First, thank you a lot for your positive and valuable feedback! We will indeed incorporate the proposed ideas in the updated version of the paper.
Weaknesses
-
“Although the problem posed by the paper is novel and interesting, the solution simply involves incorporating time into the action space for learning, which a little lacks novelty.”: We agree that augmenting the actions with time is very simple, and we see it rather as positive, since with little modification we can obtain an algorithm that hasn’t been extensively studied before and performs very well on standard deep RL benchmarks, outperforming the classical RL algorithms such as SAC and PPO.
-
“The empirical validation is somewhat limited in diversity, primarily focusing on controlled synthetic environments. This limitation might affect the generalizability of the results to more complex or noisy real-world systems.”: We acknowledge that our algorithm has been tested only on synthetic environments and not on real-world systems. While implementation of the algorithm on real-world systems (e.g. robotic hardware) is a challenge on its own, we tried to showcase and evaluate our algorithm in simulation extensively. We tested the influence of the interaction cost on the algorithm, we showed the influence of requiring as little interactions as possible. We also studied the effects of stochasticity on our algorithm’s performance (c.f., Figure 3). Regarding the complexity of the systems, we tested our algorithm on the humanoid environment, where the dimensions of state and action space are 244 and 17 respectively and the dynamics are highly non-linear. The system is, to the best of our knowledge, considered as quite complex system in the community.
Questions
- “The model learned here differs from the typical models in model-based reinforcement learning, as it incorporates time as a transition variable, making the learning process more challenging. Could the authors demonstrate the learning performance of the model itself?” We agree, learning the dynamics function that adds to the standard state and action also a time component as an input is more challenging. We think the best assessment of how good the model is, is whether the model-based RL algorithm converges, and in our case we can see that with an increasing number of episodes, the controller that uses the learned model obtaines higher and higher rewards on the true system, eventually converging to the best attainable reward. For example, in the Pendulum swing-up task the model is good enough to solve the task almost perfectly after only 8 episodes.
Limitations
- “The paper does not show a discussion of limitations. Authors could enhance their discussion by explicitly addressing the potential limitations in real-world scenarios that involve complex, noisy, or non-stationary environments.”: We added in the conclusion of the updated version of the paper that our algorithm has been only tested in the simulation and that we leave testing the algorithm on real-world environments for exciting future work.

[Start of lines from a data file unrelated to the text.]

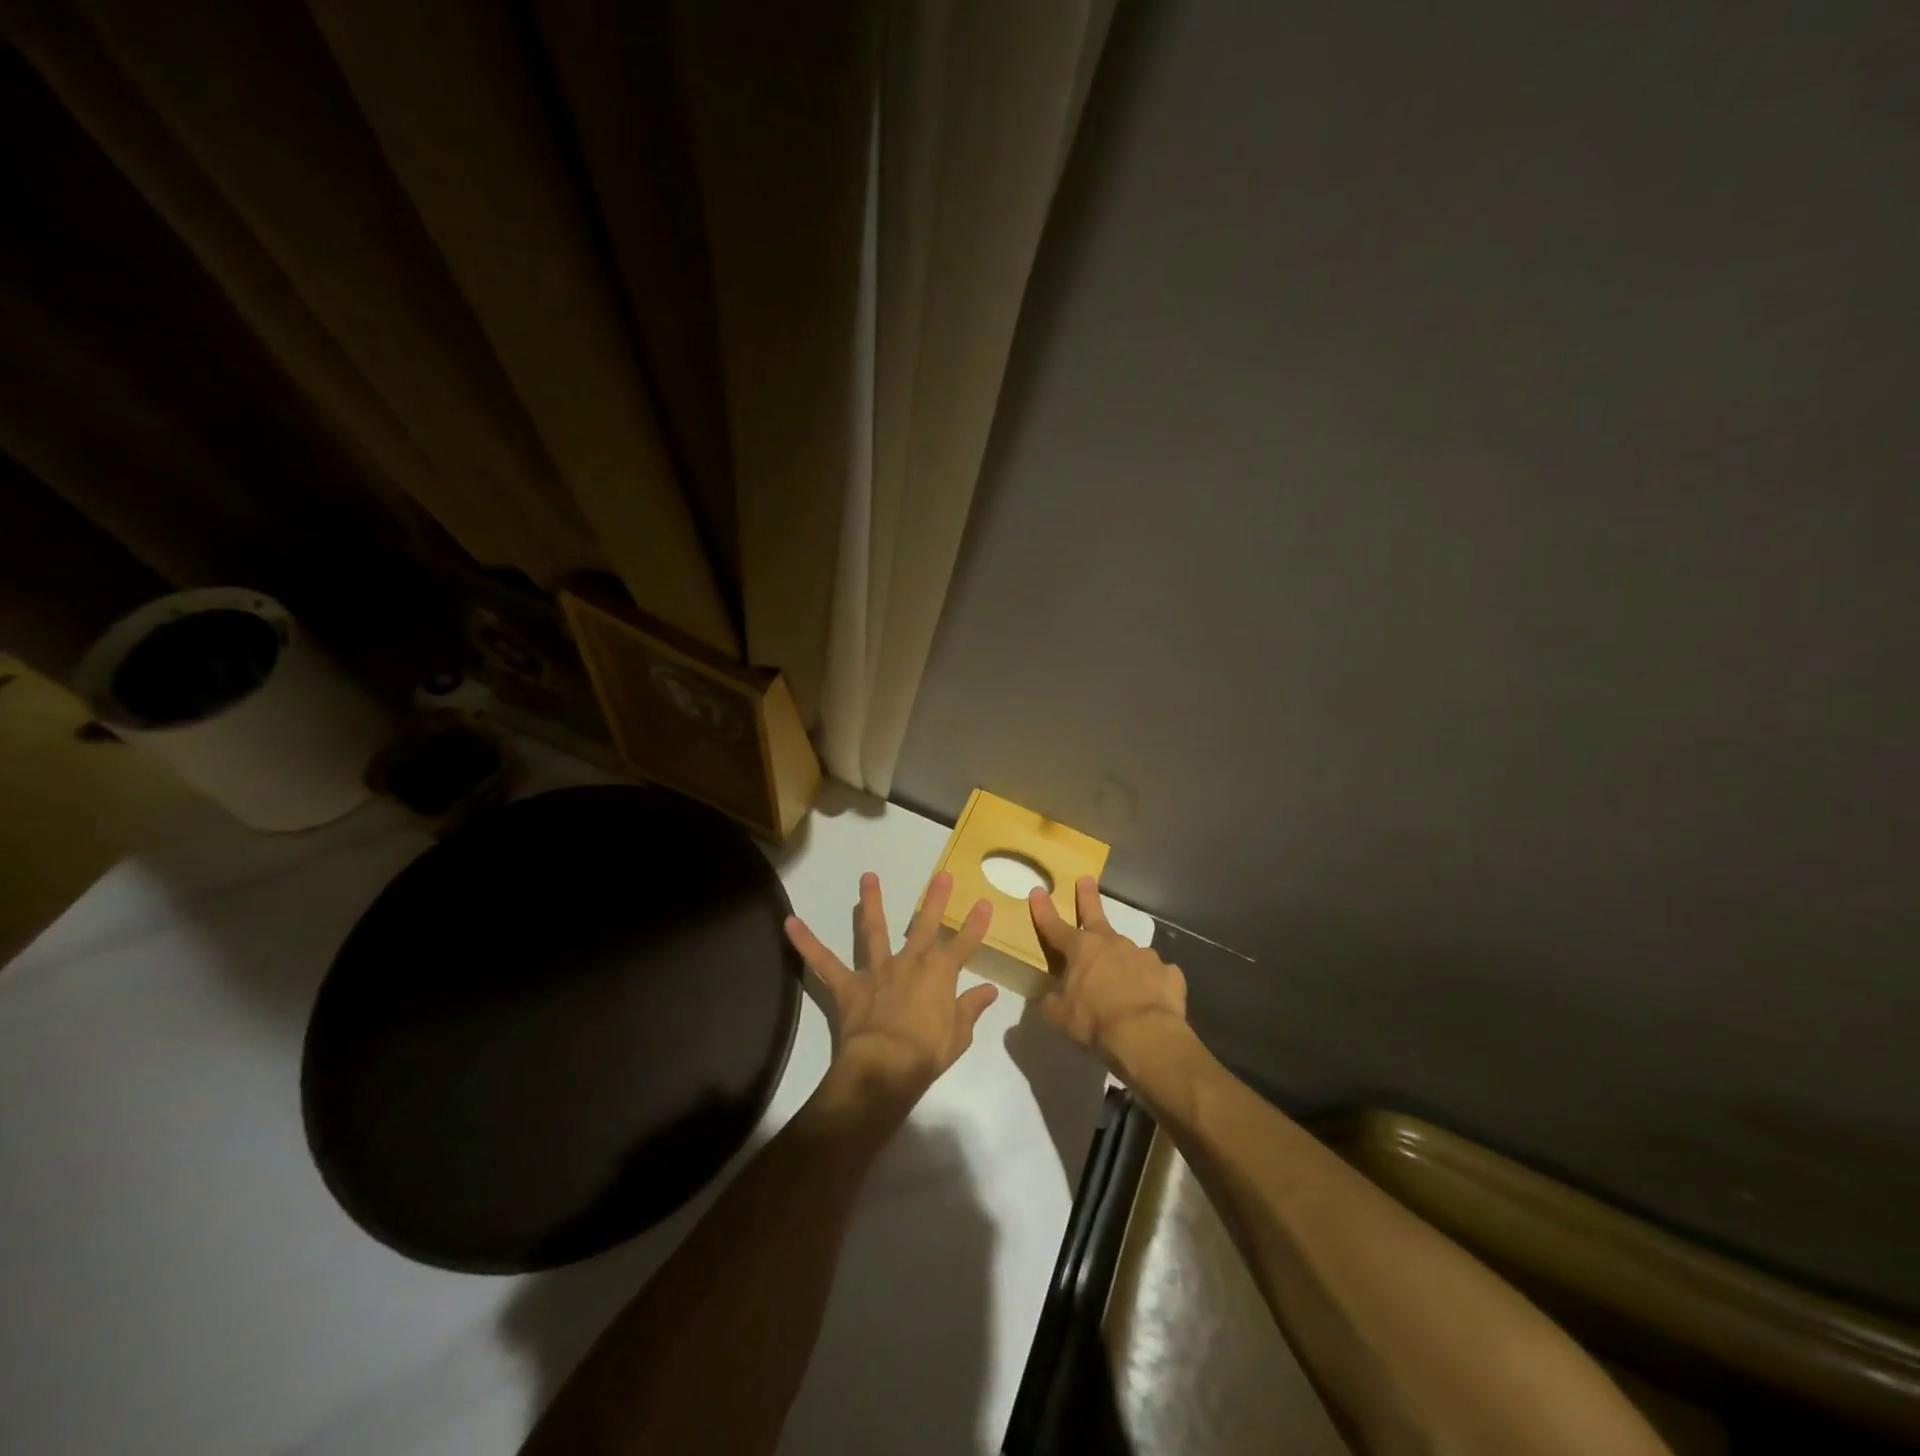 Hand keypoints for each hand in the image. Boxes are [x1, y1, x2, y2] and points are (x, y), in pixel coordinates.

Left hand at [785, 872, 999, 1114]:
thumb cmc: (927, 1053)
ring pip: (874, 930)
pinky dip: (806, 943)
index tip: (985, 903)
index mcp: (940, 973)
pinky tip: (789, 923)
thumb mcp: (959, 1035)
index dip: (976, 924)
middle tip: (942, 875)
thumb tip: (989, 991)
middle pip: (925, 925)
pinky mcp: (849, 985)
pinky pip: (824, 961)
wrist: (885, 1066)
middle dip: (935, 900)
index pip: (964, 944)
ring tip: (868, 876)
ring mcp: (877, 970)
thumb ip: (971, 1008)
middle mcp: (910, 962)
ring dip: (871, 902)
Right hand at [1029, 877, 1189, 1075]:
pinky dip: (1151, 981)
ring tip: (1123, 979)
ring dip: (1122, 958)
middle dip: (1088, 897)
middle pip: (1095, 915)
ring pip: (1128, 951)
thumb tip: (1050, 996)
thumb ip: (1051, 1000)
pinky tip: (1151, 995)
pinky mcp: (1168, 973)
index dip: (1043, 910)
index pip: (1054, 926)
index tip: (1038, 890)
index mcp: (1081, 949)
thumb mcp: (1058, 1015)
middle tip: (1086, 879)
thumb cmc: (1094, 1021)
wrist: (1145, 1034)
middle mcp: (1111, 943)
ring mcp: (1143, 955)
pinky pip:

Having addressed the reviewer’s concerns, we would appreciate if the reviewer would consider reevaluating their score for our work.
Dear Reviewer,
We hope this message finds you well. We have noticed that our detailed rebuttal, addressing each of the concerns raised in your review, has not yet received any feedback. We understand the demanding nature of the review process and appreciate the time and effort invested in evaluating our work.
We kindly urge you to consider our responses to your questions, as we believe they adeptly address your concerns. With some days left, we hope we can still have a fruitful rebuttal period.
Thank you,
Authors
Thank you for your replay!
The significant improvements achieved by the algorithm in these environments is impressive, and I also recognize the novelty of the paper. I raised my score accordingly. The reason I questioned the complexity of the environment is because I think that while it is easy to understand improvements in some environments after adding the time adaptive control framework. Once the environment becomes more complex, the increased decision complexity could offset the gains in performance, or even lead to worse performance. This concern makes me worried about the scalability of the algorithm. That's why I didn't give a higher score.
Thanks for your active engagement during the rebuttals, for acknowledging our contribution, and for increasing our score.
We evaluated our algorithm on well-established deep RL benchmarks with varying complexity/dimensionality (c.f., Figure 4). Particularly, we also tested our algorithm on the humanoid environment from the OpenAI gym (244 dimensional state, 17 dimensional input) to demonstrate the scalability of TACOS. In all the environments, we see a clear benefit of the TACOS framework. We hope this also convinces the reviewer regarding the scalability of our approach.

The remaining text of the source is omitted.